**INPUT MATERIAL:**
[Start of section]

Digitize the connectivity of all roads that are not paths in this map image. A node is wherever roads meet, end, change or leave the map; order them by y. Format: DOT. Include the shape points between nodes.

[End of section]
[Start of section]

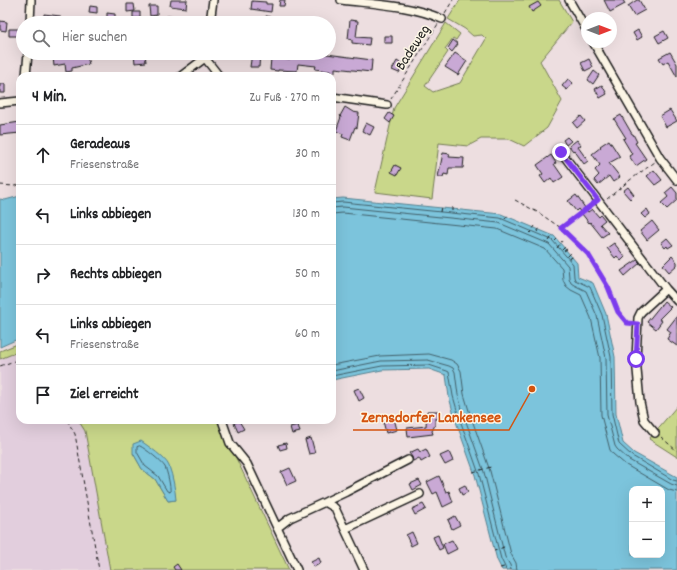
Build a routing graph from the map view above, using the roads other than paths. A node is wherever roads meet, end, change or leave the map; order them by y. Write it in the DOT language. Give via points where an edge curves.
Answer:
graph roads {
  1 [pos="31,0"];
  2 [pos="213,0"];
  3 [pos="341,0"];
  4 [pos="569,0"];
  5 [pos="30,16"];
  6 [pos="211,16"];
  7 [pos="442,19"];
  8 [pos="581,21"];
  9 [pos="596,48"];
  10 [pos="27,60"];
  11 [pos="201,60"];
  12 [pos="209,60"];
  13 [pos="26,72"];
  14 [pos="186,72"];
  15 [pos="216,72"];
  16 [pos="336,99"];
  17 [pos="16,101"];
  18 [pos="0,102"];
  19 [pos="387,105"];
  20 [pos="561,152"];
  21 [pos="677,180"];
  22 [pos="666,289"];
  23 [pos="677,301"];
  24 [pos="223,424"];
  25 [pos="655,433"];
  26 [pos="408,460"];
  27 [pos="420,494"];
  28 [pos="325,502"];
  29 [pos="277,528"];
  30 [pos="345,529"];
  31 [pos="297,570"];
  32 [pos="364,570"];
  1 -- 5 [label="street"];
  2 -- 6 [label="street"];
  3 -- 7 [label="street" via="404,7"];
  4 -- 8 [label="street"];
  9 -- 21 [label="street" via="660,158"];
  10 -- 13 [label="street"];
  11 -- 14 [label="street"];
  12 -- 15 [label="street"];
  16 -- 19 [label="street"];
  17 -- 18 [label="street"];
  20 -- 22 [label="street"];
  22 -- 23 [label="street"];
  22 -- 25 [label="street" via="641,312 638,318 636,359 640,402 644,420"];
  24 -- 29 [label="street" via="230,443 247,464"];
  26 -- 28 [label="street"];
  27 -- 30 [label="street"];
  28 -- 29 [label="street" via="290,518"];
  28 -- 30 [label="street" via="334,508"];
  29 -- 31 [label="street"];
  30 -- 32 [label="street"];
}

[End of section]

**YOUR GOAL:**
Your output must be one number: how many lines of the listing include "order".

**WRITTEN REPLY:**
2